──────── Data shown

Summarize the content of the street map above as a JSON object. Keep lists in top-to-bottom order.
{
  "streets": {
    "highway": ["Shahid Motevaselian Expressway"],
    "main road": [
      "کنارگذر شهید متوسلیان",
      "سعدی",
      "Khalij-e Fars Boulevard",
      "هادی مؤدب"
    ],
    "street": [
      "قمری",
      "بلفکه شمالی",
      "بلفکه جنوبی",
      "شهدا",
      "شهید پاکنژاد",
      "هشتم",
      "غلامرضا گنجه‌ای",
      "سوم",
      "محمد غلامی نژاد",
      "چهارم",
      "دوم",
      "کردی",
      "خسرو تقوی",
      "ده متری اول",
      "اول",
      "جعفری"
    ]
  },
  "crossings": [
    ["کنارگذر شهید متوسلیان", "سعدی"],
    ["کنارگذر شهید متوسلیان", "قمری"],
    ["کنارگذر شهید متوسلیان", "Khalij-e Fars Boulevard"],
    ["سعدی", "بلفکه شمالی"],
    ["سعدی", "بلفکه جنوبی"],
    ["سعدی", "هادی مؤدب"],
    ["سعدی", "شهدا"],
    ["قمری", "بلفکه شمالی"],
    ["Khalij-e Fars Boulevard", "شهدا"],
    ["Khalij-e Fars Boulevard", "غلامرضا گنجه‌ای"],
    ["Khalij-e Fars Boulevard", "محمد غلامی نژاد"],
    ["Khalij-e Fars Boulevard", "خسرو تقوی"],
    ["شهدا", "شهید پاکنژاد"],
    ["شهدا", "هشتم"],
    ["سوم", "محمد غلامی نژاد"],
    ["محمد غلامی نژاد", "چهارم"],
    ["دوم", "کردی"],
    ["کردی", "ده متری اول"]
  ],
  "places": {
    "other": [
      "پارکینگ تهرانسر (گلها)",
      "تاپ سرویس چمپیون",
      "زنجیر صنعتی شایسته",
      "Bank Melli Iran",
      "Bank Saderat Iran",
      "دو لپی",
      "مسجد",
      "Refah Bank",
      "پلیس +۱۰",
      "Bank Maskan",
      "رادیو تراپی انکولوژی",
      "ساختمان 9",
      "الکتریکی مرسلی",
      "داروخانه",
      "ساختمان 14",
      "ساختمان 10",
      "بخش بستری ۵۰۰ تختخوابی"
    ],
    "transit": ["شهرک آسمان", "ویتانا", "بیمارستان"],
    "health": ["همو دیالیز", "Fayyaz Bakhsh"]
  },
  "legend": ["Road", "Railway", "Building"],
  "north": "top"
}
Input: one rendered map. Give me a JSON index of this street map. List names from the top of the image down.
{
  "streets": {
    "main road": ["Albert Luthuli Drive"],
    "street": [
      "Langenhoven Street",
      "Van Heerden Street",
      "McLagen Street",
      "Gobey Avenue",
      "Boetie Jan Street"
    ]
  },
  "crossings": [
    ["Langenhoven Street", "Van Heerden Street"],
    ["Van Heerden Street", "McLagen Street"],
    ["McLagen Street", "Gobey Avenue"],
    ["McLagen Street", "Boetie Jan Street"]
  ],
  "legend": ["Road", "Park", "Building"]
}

────────────────

◆ Try it:
All of the records need to be returned exactly as they are.

◆ Result of the task:
Summarize the content of the street map above as a JSON object. Keep lists in top-to-bottom order.
{
  "streets": {
    "highway": ["Shahid Motevaselian Expressway"],
    "main road": [
      "کنارگذر شهید متوسلیان",
      "سعدی",
      "Khalij-e Fars Boulevard",
      "هادی مؤدب"
    ],
    "street": [
      "قمری",
      "بلفکه شمالی",
      "بلفکه جنوبی",
      "شهدا",
      "شهید پاکنژاد",
      "هشتم",
      "غلامرضا گنجه‌ای",
      "سوم",
      "محمد غلامی نژاد",
      "چهارم",
      "دوم",
      "کردی",
      "خسرو تقوی",
      "ده متری اول",
      "اول",
      "جعفری"
    ]
  },
  "crossings": [
    ["کنارگذر شهید متوسلیان", "سعدی"],
    ["کنارگذر شهید متوسلیان", "قمری"],
    ["کنارگذر شهید متوسلیان", "Khalij-e Fars Boulevard"],
    ["سعدی", "بلفکه شمالی"],
    ["سعدی", "بلفکه جنوبی"],
    ["سعدی", "هادی مؤدب"],
    ["سعدی", "شهدا"],
    ["قمری", "بلفکه شمالی"],
    ["Khalij-e Fars Boulevard", "شهدا"],
    ["Khalij-e Fars Boulevard", "غلامرضا گنجه‌ای"],
    ["Khalij-e Fars Boulevard", "محمد غلامی نژاد"],
    ["Khalij-e Fars Boulevard", "خسرو تقوی"],
    ["شهدا", "شهید پاکنژاد"],
    ["شهدا", "هشتم"],
    ["سوم", "محمد غلامی نژاد"],
    ["محمد غلامی نژاد", "چهارم"],
    ["دوم", "کردی"],
    ["کردی", "ده متری اول"]
  ],
  "places": {
    "other": [
      "پارکینگ تهرانسر (گلها)",
      "تاپ سرویس چمپیون",
      "زنجیر صنعتی شایسته",
      "Bank Melli Iran",
      "Bank Saderat Iran",
      "دو لپی",
      "مسجد",
      "Refah Bank",
      "پلیس +۱۰",
      "Bank Maskan",
      "رادیو تراپی انکولوژی",
      "ساختمان 9",
      "الکتریکی مرسلی",
      "داروخانه",
      "ساختمان 14",
      "ساختمان 10",
      "بخش بستری ۵۰۰ تختخوابی"
    ],
    "transit": ["شهرک آسمان", "ویتانا", "بیمارستان"],
    "health": ["همو دیالیز", "Fayyaz Bakhsh"]
  },
  "legend": ["Road", "Railway", "Building"],
  "north": "top"
}
Input: one rendered map. Give me a JSON index of this street map. List names from the top of the image down.
{
  "streets": {
    "main road": ["Albert Luthuli Drive"],
    "street": [
      "Langenhoven Street",
      "Van Heerden Street",
      "McLagen Street",
      "Gobey Avenue",
      "Boetie Jan Street"
    ]
  },
  "crossings": [
    ["Langenhoven Street", "Van Heerden Street"],
    ["Van Heerden Street", "McLagen Street"],
    ["McLagen Street", "Gobey Avenue"],
    ["McLagen Street", "Boetie Jan Street"]
  ],
  "legend": ["Road", "Park", "Building"]
}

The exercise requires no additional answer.